Microsoft Research Uses Transfer Learning to Train Real-World Autonomous Drones


The new research uses policies learned in simulations in real world drone environments.



 

Perception-Action loops are at the core of most our daily life activities. Subconsciously, our brains use sensory inputs to trigger specific motor actions in real time and this becomes a continuous activity that in all sorts of activities from playing sports to watching TV. In the context of artificial intelligence(AI), perception-action loops are the cornerstone of autonomous systems such as self-driving vehicles. While disciplines such as imitation learning or reinforcement learning have certainly made progress in this area, the current generation of autonomous systems are still nowhere near human skill in making those decisions directly from visual data. Recently, AI researchers from Microsoft published a paper proposing a transfer learning method to learn perception-action policies from in a simulated environment and apply the knowledge to fly an autonomous drone.
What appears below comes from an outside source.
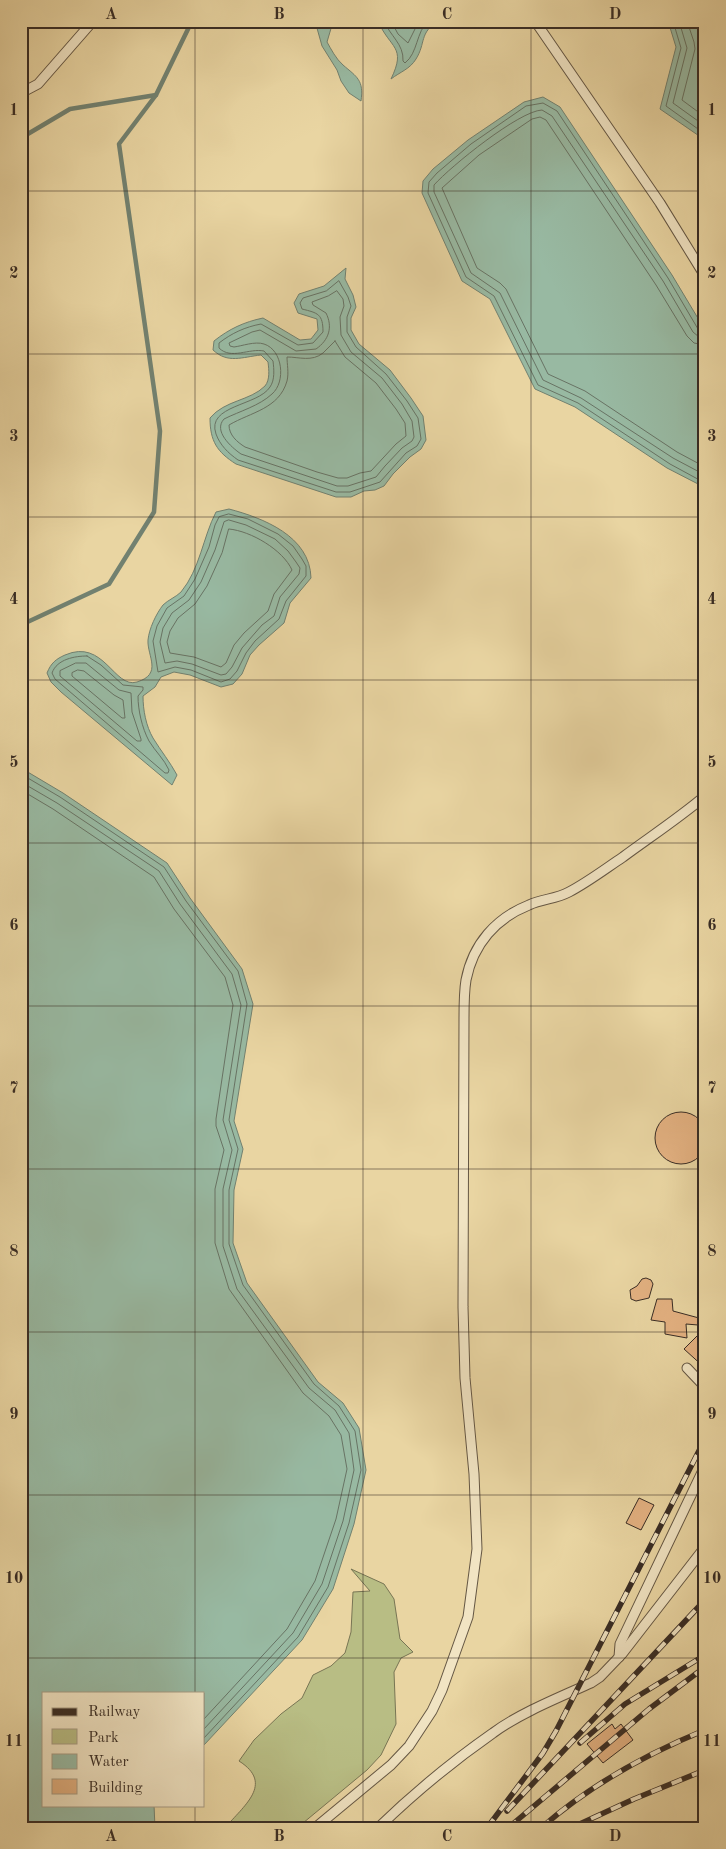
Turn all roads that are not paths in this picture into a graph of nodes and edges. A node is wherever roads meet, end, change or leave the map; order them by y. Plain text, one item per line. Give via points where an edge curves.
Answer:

The challenge of learning which actions to take based on sensory input is not so much related to theory as to practical implementations. In recent years, methods like reinforcement learning and imitation learning have shown tremendous promise in this area but they remain constrained by the need of large amounts of difficult-to-collect labeled real world data. Simulated data, on the other hand, is easy to generate, but generally does not render safe behaviors in diverse real-life scenarios. Being able to learn policies in simulated environments and extrapolate the knowledge to real world environments remains one of the main challenges of autonomous systems. To advance research in this area, the AI community has created many benchmarks for real world autonomous systems. One of the most challenging is known as first person view drone racing.

 

The FPV Challenge

 
In first-person view(FPV) done racing, expert pilots are able to plan and control a quadrotor with high agility using a potentially noisy monocular camera feed, without comprising safety. The Microsoft Research team attempted to build an autonomous agent that can control a drone in FPV racing.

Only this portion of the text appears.